Metals Acquisition Corp. II Completes $230M IPO; Private Warrants Sold

What Happened

  • Metals Acquisition Corp. II announced it closed its initial public offering on March 13, 2026, selling 23,000,000 units at $10.00 per unit for gross proceeds of $230,000,000. Each unit consists of one Class A ordinary share and one‑third of a redeemable warrant; each whole warrant entitles the holder to buy one Class A share at $11.50 (subject to adjustment) beginning 30 days after the company’s initial business combination.
  • In connection with the IPO the company entered into customary agreements including an underwriting agreement with Cohen & Company Capital Markets (the representative), a warrant agreement and an investment management trust agreement with Continental (trustee/warrant agent), registration rights and other related agreements.

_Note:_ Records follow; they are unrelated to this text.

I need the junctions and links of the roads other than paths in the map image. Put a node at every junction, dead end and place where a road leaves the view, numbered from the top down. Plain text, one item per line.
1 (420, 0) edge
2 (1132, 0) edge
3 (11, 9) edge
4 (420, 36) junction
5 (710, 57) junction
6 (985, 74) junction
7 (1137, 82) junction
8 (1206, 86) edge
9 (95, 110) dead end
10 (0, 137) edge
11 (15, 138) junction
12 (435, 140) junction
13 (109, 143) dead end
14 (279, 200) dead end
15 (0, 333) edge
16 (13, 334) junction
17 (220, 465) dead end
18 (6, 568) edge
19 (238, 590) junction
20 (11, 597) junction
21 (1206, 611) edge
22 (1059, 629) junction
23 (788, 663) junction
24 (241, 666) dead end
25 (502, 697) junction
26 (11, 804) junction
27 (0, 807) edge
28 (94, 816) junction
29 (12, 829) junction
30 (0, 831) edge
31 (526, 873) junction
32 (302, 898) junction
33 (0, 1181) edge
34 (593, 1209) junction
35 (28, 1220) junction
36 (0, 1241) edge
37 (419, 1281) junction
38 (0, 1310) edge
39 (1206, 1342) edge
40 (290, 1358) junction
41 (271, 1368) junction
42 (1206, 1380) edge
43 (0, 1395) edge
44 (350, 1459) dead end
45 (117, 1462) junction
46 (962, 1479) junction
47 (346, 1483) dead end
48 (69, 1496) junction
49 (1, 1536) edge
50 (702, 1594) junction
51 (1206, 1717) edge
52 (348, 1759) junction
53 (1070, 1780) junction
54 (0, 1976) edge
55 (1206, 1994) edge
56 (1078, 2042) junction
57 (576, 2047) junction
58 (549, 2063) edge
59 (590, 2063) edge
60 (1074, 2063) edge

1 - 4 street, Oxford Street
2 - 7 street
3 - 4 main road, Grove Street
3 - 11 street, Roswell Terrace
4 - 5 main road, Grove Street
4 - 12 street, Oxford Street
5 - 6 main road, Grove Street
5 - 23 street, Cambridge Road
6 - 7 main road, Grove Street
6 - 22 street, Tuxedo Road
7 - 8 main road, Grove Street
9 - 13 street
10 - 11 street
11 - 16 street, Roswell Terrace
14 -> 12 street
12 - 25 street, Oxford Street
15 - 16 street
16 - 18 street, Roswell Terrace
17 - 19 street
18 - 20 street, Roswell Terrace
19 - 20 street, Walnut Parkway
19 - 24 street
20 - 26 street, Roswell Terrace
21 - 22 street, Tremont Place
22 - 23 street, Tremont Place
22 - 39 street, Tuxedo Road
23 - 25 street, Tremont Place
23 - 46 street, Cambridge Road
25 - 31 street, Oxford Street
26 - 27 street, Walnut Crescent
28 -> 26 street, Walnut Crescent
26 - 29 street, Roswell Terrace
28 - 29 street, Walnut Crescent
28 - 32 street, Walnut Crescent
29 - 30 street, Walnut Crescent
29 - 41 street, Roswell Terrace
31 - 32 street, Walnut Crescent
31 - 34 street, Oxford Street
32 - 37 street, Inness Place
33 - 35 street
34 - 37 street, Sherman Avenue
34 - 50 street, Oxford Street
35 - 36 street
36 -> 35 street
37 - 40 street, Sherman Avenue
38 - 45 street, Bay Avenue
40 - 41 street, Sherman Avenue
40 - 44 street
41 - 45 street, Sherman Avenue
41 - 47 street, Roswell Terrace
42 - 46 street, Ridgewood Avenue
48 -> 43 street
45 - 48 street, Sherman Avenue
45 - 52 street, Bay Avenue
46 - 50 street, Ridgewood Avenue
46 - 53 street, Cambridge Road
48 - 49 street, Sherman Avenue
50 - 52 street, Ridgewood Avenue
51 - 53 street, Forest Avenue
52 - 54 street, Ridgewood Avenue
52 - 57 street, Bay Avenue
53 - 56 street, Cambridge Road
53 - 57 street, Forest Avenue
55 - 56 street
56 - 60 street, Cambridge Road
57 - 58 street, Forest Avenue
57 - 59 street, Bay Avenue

A portion of the IPO proceeds (including up to $9.2M of deferred underwriter commission) were deposited into a U.S.-based trust account maintained by Continental.

Key Details

  • IPO closed March 13, 2026: 23,000,000 units at $10.00 = $230,000,000 gross proceeds.
  • Private placement: 5,066,666 private placement warrants sold at $1.50 each, raising $7,600,000; purchasers: Sponsor (3,533,333), Representative (1,226,666), Jett (230,000) and Sternship (76,667).
  • Trust account: $230,000,000 placed in trust; funds generally locked until completion of an initial business combination, shareholder redemptions, or other specified events; limited interest exceptions for taxes and up to $100,000 of liquidation expenses.
  • Governance and charter: Company adopted Amended and Restated Memorandum and Articles of Association and appointed Patrice Ellen Merrin, Anne Templeman-Jones and Jay Charles Kellerman to key board committee roles (March 11, 2026).

Why It Matters

  • The company is now publicly listed with $230M held in trust to pursue an initial business combination, which establishes the financial base for future acquisition activity typical of a SPAC.
  • The private placement warrants and public warrants can affect dilution and future economics for shareholders once exercised or exchanged in a business combination.
  • The new governance structure (amended articles and committee appointments) and the executed agreements set the legal and operational framework for the company’s next steps toward completing an initial business combination.